Ivan Gazidis ha concesso una lunga intervista ai microfoni del Corriere dello Sport. L’ad rossonero ha toccato diversi temi, ecco la versione integrale.

Su Ibrahimovic: “È stato sorprendente conoscerlo. È straordinariamente divisivo: o lo ami o lo odi. Penso che investa su questa sua caratteristica per motivare se stesso. È un uomo intelligente e ha anche un lato soft, che esprime nel rapporto con la squadra. Non è sufficiente ruggire come un leone sul campo per guadagnarsi il rispetto dei compagni. Sono molto utili i momenti – diciamo così – di tenerezza. Una parte di lui è destinata all’immagine pubblica. Prevale comunque la componente motivazionale: Ibra non si accontenta mai, è sempre sopra le righe, il leone se lo sente addosso. E ovviamente non pensa di essere Dio. Il desiderio di essere qualcosa in più, e di diverso, è nella sua natura. Il gruppo è fortemente stimolato dalla sua presenza. Ed è un fatto notevole che, a 39 anni, Ibra riesca ancora a competere a questi livelli e a essere così determinato a vincere, è eccezionale“.

Sull’ottimo binomio Ibra-Pioli: “C’è un ottimo equilibrio. E come Ibra mi ha sorpreso per il suo lato tenero, così Pioli mi ha colpito per il suo carattere. Mi ha impressionato la forza di Stefano, oltre alla sua sensibilità“.
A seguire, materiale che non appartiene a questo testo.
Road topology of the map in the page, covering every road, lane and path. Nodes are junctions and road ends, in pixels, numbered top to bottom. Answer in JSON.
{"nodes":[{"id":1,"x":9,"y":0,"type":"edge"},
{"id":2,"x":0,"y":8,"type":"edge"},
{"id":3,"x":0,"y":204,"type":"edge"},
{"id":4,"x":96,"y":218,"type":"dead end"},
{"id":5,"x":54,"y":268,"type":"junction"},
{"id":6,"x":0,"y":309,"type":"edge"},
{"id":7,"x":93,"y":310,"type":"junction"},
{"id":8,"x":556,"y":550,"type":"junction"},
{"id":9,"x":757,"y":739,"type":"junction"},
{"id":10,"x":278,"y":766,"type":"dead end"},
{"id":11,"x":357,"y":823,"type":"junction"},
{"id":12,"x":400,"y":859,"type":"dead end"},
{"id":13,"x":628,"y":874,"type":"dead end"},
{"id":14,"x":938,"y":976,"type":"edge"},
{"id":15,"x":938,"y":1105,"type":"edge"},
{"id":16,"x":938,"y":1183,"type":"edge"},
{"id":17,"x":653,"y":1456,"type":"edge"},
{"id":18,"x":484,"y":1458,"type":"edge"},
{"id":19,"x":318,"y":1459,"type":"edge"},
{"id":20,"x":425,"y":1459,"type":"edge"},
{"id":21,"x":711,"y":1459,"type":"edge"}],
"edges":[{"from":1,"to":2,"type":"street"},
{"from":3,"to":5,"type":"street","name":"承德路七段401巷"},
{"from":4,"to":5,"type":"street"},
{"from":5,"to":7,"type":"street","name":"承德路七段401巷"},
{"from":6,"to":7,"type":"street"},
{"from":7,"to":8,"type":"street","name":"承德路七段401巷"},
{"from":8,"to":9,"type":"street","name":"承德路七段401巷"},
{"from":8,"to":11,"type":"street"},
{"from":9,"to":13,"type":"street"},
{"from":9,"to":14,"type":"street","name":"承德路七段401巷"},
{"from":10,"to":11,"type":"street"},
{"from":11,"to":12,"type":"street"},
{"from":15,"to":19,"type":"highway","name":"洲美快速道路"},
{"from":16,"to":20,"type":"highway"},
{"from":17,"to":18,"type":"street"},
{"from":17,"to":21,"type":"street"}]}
Sul suo Milan dei giovani”: “Quando arrivai al Milan, credo addirittura il primo giorno, dissi che avremmo costruito la squadra sui giovani, ma senza escludere elementi esperti che avrebbero rafforzato il gruppo dandogli una guida. Non ho mai detto no a Ibra. Anzi, fu lui a dirci di no un anno, non voleva lasciare i Galaxy. Ne favorii l’arrivo e, per di più, suggerii l’acquisto di Fabregas, che non andò in porto per altre ragioni“.

Capitolo Donnarumma, Gazidis: “Professionista eccezionale”

Non voglio rivelare i dettagli, né la tempistica e non conosco i confini del rapporto tra Gigio e Raiola. Alla fine, ovviamente, la decisione è sempre del calciatore. Quello che posso dire è che Gigio è stato un professionista eccezionale, in ogni singolo giorno, e nell’ultima partita contro l’Atalanta non c’era nessuno più felice di lui per la qualificazione in Champions. Nutro una stima assoluta nei suoi confronti, così come rispetto le sue scelte. Nessun accento negativo. Ha fatto ciò che pensava fosse meglio per lui, e ci sono ragioni dalla sua parte, ma non indico quali“.

Su Raiola: “Non abbiamo alcun problema con Raiola, siamo in buoni rapporti. Certe decisioni vengono prese dai giocatori, non dai loro agenti. I singoli casi li analizziamo senza alcun pregiudizio“.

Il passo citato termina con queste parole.